**What is being asked**
Below are records to repeat exactly; copy them without the pictures.

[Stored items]
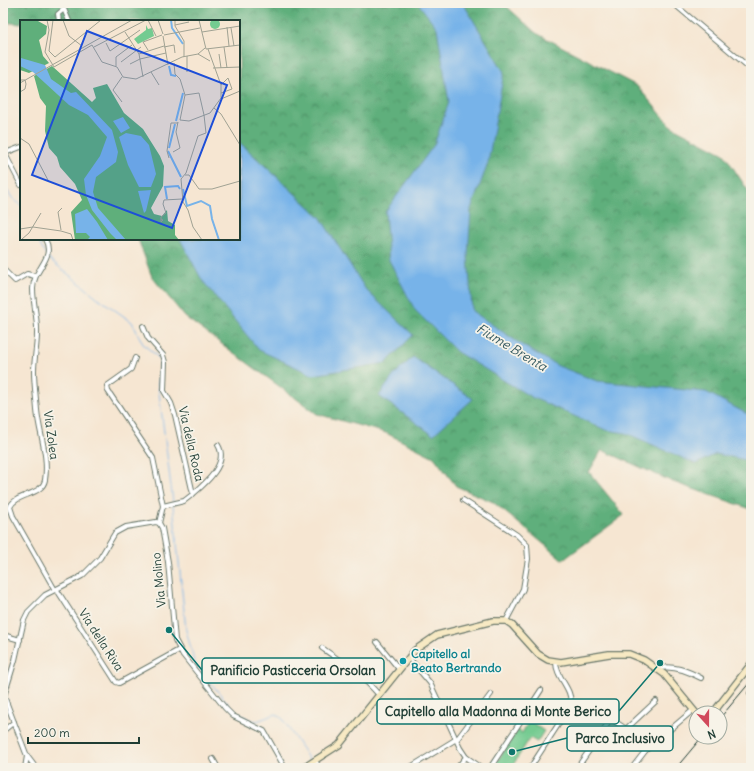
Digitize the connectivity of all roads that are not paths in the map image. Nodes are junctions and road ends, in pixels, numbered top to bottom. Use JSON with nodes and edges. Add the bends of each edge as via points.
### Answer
{"nodes":[{"id":1,"x":673,"y":3,"type":"edge"},
{"id":2,"x":59,"y":20,"type":"edge"},
{"id":3,"x":69,"y":20,"type":"edge"},
{"id":4,"x":751,"y":69,"type":"edge"},
{"id":5,"x":20,"y":147,"type":"edge"},
{"id":6,"x":4,"y":152,"type":"edge"},
{"id":7,"x":20,"y":182,"type":"edge"},
{"id":8,"x":46,"y":240,"type":"edge"},
{"id":9,"x":3,"y":269,"type":"edge"},
{"id":10,"x":35,"y":276,"type":"junction"},
{"id":11,"x":143,"y":326,"type":"dead end"},
{"id":12,"x":135,"y":358,"type":"dead end"},
{"id":13,"x":218,"y":445,"type":"dead end"},
{"id":14,"x":193,"y":494,"type":"junction"},
{"id":15,"x":463,"y":500,"type":"dead end"},
{"id":16,"x":162,"y":506,"type":"junction"},
{"id":17,"x":159,"y":523,"type":"junction"},
{"id":18,"x":56,"y":590,"type":"junction"},
{"id":19,"x":506,"y":622,"type":"junction"},
{"id":20,"x":3,"y":635,"type":"edge"},
{"id":21,"x":20,"y":640,"type":"junction"},
{"id":22,"x":377,"y":642,"type":"dead end"},
{"id":23,"x":322,"y":648,"type":"dead end"},
{"id":24,"x":179,"y":650,"type":"junction"},
{"id":25,"x":409,"y":658,"type":"junction"},
{"id":26,"x":556,"y":662,"type":"junction"},
{"id":27,"x":751,"y":664,"type":"edge"},
{"id":28,"x":399,"y":669,"type":"junction"},
{"id":29,"x":657,"y":669,"type":"junction"},
{"id":30,"x":702,"y":678,"type":"dead end"},
{"id":31,"x":541,"y":690,"type":"dead end"},
{"id":32,"x":4,"y":694,"type":"edge"},
{"id":33,"x":491,"y":694,"type":"dead end"},
{"id":34,"x":379,"y":695,"type":"junction"},
{"id":35,"x":656,"y":701,"type":"dead end"},
{"id":36,"x":688,"y":705,"type":"edge"},
{"id":37,"x":720,"y":705,"type":"edge"},
{"id":38,"x":688,"y":717,"type":"edge"},
{"id":39,"x":14,"y":722,"type":"junction"},
{"id":40,"x":626,"y":729,"type":"junction"},
{"id":41,"x":3,"y":731,"type":"edge"},
{"id":42,"x":456,"y":739,"type":"junction"},
{"id":43,"x":646,"y":750,"type":"junction"},
{"id":44,"x":27,"y":756,"type":"junction"},
{"id":45,"x":466,"y":757,"type":"junction"},
{"id":46,"x":213,"y":759,"type":"dead end"},
{"id":47,"x":309,"y":764,"type":"edge"},
{"id":48,"x":25,"y":768,"type":"edge"},
{"id":49,"x":36,"y":768,"type":"edge"},
{"id":50,"x":218,"y":768,"type":"edge"},
{"id":51,"x":285,"y":768,"type":"edge"},
{"id":52,"x":319,"y":768,"type":"edge"},
{"id":53,"x":409,"y":768,"type":"edge"},
{"id":54,"x":457,"y":768,"type":"edge"},
{"id":55,"x":482,"y":768,"type":"edge"},
{"id":56,"x":490,"y":768,"type":"edge"},
{"id":57,"x":530,"y":768,"type":"edge"},
{"id":58,"x":577,"y":768,"type":"edge"},
{"id":59,"x":632,"y":768,"type":"edge"}],
"edges":[{"from":1,"to":4,"type":"street"},
{"from":2,"to":3,"type":"street","via":[[58,14],[64,9]]},
{"from":5,"to":6,"type":"street"},
{"from":6,"to":7,"type":"street"},
{"from":8,"to":10,"type":"street","name":"Via Zolea","via":[[49,246],[48,254]]},
{"from":9,"to":10,"type":"street","via":[[15,281],[27,274]]},
{"from":10,"to":18,"type":"street","name":"Via Zolea","via":[[33,287],[37,334],[34,371],[44,448],[45,480],[41,488],[15,501],[10,507]]},
{"from":11,"to":14,"type":"street","name":"Via della Roda","via":[[148,338],[163,355],[164,391],[172,403]]},
{"from":12,"to":16,"type":"street","via":[[132,369],[107,386],[150,451]]},
{"from":13,"to":14,"type":"street","via":[[222,458],[211,477]]},
{"from":14,"to":16,"type":"street","name":"Via della Roda","via":[[184,501]]},
{"from":15,"to":19,"type":"street","via":[[517,535],[527,545],[528,559],[523,588]]},
{"from":16,"to":17,"type":"street"},
{"from":17,"to":18,"type":"street","via":[[149,522],[126,527],[115,533],[92,567],[82,576]]},
{"from":17,"to":24,"type":"street","name":"Via Molino","via":[[168,562],[175,640]]},
{"from":18,"to":21,"type":"street","via":[[45,595],[28,612]]},
{"from":18,"to":24,"type":"street","name":"Via della Riva","via":[[116,682],[119,683]]},
{"from":19,"to":25,"type":"street","via":[[494,621],[437,634],[415,650]]},
{"from":19,"to":26,"type":"street","via":[[538,654]]},
{"from":20,"to":21,"type":"street"},
{"from":21,"to":32,"type":"street"},
{"from":22,"to":28,"type":"street"},
{"from":23,"to":34,"type":"street","via":[[371,685]]},
{"from":24,"to":51,"type":"street","name":"Via Molino","via":[[233,716],[264,731]]},
{"from":25,"to":28,"type":"street"},
{"from":25,"to":42,"type":"street","via":[[430,683]]},
{"from":26,"to":29,"type":"street","via":[[599,654],[629,654]]},
{"from":26,"to":57,"type":"street","via":[[556,668],[572,696],[571,705]]},
{"from":27,"to":37,"type":"street"},
{"from":28,"to":34,"type":"street"},
{"from":29,"to":30,"type":"street","via":[[664,666],[680,668]]},
{"from":29,"to":36,"type":"street"},
{"from":31,"to":56,"type":"street"},
{"from":32,"to":39,"type":"street"},
{"from":33,"to":42,"type":"street"},
{"from":34,"to":47,"type":"street","via":[[339,745]]},
{"from":35,"to":40,"type":"street"},
{"from":38,"to":43,"type":"street"},
{"from":39,"to":41,"type":"street"},
{"from":39,"to":44,"type":"street"},
{"from":40,"to":43,"type":"street"},
{"from":40,"to":58,"type":"street","via":[[611,719]]},
{"from":42,"to":45,"type":"street"},
{"from":42,"to":53,"type":"street"},
{"from":43,"to":59,"type":"street"},
{"from":44,"to":48,"type":"street"},
{"from":44,"to":49,"type":"street"},
{"from":45,"to":54,"type":"street"},
{"from":45,"to":55,"type":"street"},
{"from":46,"to":50,"type":"street"},
{"from":47,"to":52,"type":"street"}]}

**Task response**
Digitize the connectivity of all roads that are not paths in the map image. Nodes are junctions and road ends, in pixels, numbered top to bottom. Use JSON with nodes and edges. Add the bends of each edge as via points.
### Answer
{"nodes":[{"id":1,"x":673,"y":3,"type":"edge"},
{"id":2,"x":59,"y":20,"type":"edge"},
{"id":3,"x":69,"y":20,"type":"edge"},
{"id":4,"x":751,"y":69,"type":"edge"},
{"id":5,"x":20,"y":147,"type":"edge"},
{"id":6,"x":4,"y":152,"type":"edge"},
{"id":7,"x":20,"y":182,"type":"edge"},
{"id":8,"x":46,"y":240,"type":"edge"},
{"id":9,"x":3,"y":269,"type":"edge"},
{"id":10,"x":35,"y":276,"type":"junction"},
{"id":11,"x":143,"y":326,"type":"dead end"},
{"id":12,"x":135,"y":358,"type":"dead end"},
{"id":13,"x":218,"y":445,"type":"dead end"},
{"id":14,"x":193,"y":494,"type":"junction"},
{"id":15,"x":463,"y":500,"type":"dead end"},
{"id":16,"x":162,"y":506,"type":"junction"},
{"id":17,"x":159,"y":523,"type":"junction"},
{"id":18,"x":56,"y":590,"type":"junction"},
{"id":19,"x":506,"y":622,"type":"junction"},
{"id":20,"x":3,"y":635,"type":"edge"},
{"id":21,"x":20,"y":640,"type":"junction"},
{"id":22,"x":377,"y":642,"type":"dead end"},
{"id":23,"x":322,"y":648,"type":"dead end"},
{"id":24,"x":179,"y":650,"type":"junction"},
{"id":25,"x":409,"y":658,"type":"junction"},
{"id":26,"x":556,"y":662,"type":"junction"},
{"id":27,"x":751,"y":664,"type":"edge"},
{"id":28,"x":399,"y":669,"type":"junction"},
{"id":29,"x":657,"y":669,"type":"junction"},
{"id":30,"x":702,"y":678,"type":"dead end"},
{"id":31,"x":541,"y":690,"type":"dead end"},
{"id":32,"x":4,"y":694,"type":"edge"},
{"id":33,"x":491,"y":694,"type":"dead end"},
{"id":34,"x":379,"y":695,"type":"junction"},
{"id":35,"x":656,"y":701,"type":"dead end"},
{"id":36,"x":688,"y":705,"type":"edge"},
{"id":37,"x":720,"y":705,"type":"edge"},
{"id":38,"x":688,"y":717,"type":"edge"},
{"id":39,"x":14,"y":722,"type":"junction"},
{"id":40,"x":626,"y":729,"type":"junction"},
{"id":41,"x":3,"y":731,"type":"edge"},
{"id":42,"x":456,"y":739,"type":"junction"},
{"id":43,"x":646,"y":750,"type":"junction"},
{"id":44,"x":27,"y":756,"type":"junction"},
{"id":45,"x":466,"y":757,"type":"junction"},
{"id":46,"x":213,"y":759,"type":"dead end"},
{"id":47,"x":309,"y":764,"type":"edge"},
{"id":48,"x":25,"y":768,"type":"edge"},
{"id":49,"x":36,"y":768,"type":"edge"},
{"id":50,"x":218,"y":768,"type":"edge"},
{"id":51,"x":285,"y":768,"type":"edge"},
{"id":52,"x":319,"y":768,"type":"edge"},
{"id":53,"x":409,"y":768,"type":"edge"},
{"id":54,"x":457,"y":768,"type":"edge"},
{"id":55,"x":482,"y":768,"type":"edge"},
{"id":56,"x":490,"y":768,"type":"edge"},
{"id":57,"x":530,"y":768,"type":"edge"},
{"id":58,"x":577,"y":768,"type":"edge"},
{"id":59,"x":632,"y":768,"type":"edge"}],
"edges":[{"from":1,"to":4,"type":"street"},
{"from":2,"to":3,"type":"street","via":[[58,14],[64,9]]},
{"from":5,"to":6,"type":"street"},
{"from":6,"to":7,"type":"street"},
{"from":8,"to":10,"type":"street","name":"Via Zolea","via":[[49,246],[48,254]]},
{"from":9,"to":10,"type":"street","via":[[15,281],[27,274]]},
{"from":10,"to":18,"type":"street","name":"Via Zolea","via":[[33,287],[37,334],[34,371],[44,448],[45,480],[41,488],[15,501],[10,507]]},
{"from":11,"to":14,"type":"street","name":"Via della Roda","via":[[148,338],[163,355],[164,391],[172,403]]},
{"from":12,"to":16,"type":"street","via":[[132,369],[107,386],[150,451]]},
{"from":13,"to":14,"type":"street","via":[[222,458],[211,477]]},
{"from":14,"to":16,"type":"street","name":"Via della Roda","via":[[184,501]]},
{"from":15,"to":19,"type":"street","via":[[517,535],[527,545],[528,559],[523,588]]},
{"from":16,"to":17,"type":"street"},
{"from":17,"to":18,"type":"street","via":[[149,522],[126,527],[115,533],[92,567],[82,576]]},
{"from":17,"to":24,"type":"street","name":"Via Molino","via":[[168,562],[175,640]]},
{"from":18,"to":21,"type":"street","via":[[45,595],[28,612]]},
{"from":18,"to":24,"type":"street","name":"Via della Riva","via":[[116,682],[119,683]]},
{"from":19,"to":25,"type":"street","via":[[494,621],[437,634],[415,650]]},
{"from":19,"to":26,"type":"street","via":[[538,654]]},
{"from":20,"to":21,"type":"street"},
{"from":21,"to":32,"type":"street"},
{"from":22,"to":28,"type":"street"},
{"from":23,"to":34,"type":"street","via":[[371,685]]},
{"from":24,"to":51,"type":"street","name":"Via Molino","via":[[233,716],[264,731]]},
{"from":25,"to":28,"type":"street"},
{"from":25,"to":42,"type":"street","via":[[430,683]]},
{"from":26,"to":29,"type":"street","via":[[599,654],[629,654]]},
{"from":26,"to":57,"type":"street","via":[[556,668],[572,696],[571,705]]},
{"from":27,"to":37,"type":"street"},
{"from":28,"to":34,"type":"street"},
{"from":29,"to":30,"type":"street","via":[[664,666],[680,668]]},
{"from":29,"to":36,"type":"street"},
{"from":31,"to":56,"type":"street"},
{"from":32,"to":39,"type":"street"},
{"from":33,"to":42,"type":"street"},
{"from":34,"to":47,"type":"street","via":[[339,745]]},
{"from":35,"to":40,"type":"street"},
{"from":38,"to":43,"type":"street"},
{"from":39,"to":41,"type":"street"},
{"from":39,"to":44,"type":"street"},
{"from":40,"to":43,"type":"street"},
{"from":40,"to":58,"type":"street","via":[[611,719]]},
{"from":42,"to":45,"type":"street"},
{"from":42,"to":53,"type":"street"},
{"from":43,"to":59,"type":"street"},
{"from":44,"to":48,"type":"street"},
{"from":44,"to":49,"type":"street"},
{"from":45,"to":54,"type":"street"},
{"from":45,"to":55,"type":"street"},
{"from":46,"to":50,"type":"street"},
{"from":47,"to":52,"type":"street"}]}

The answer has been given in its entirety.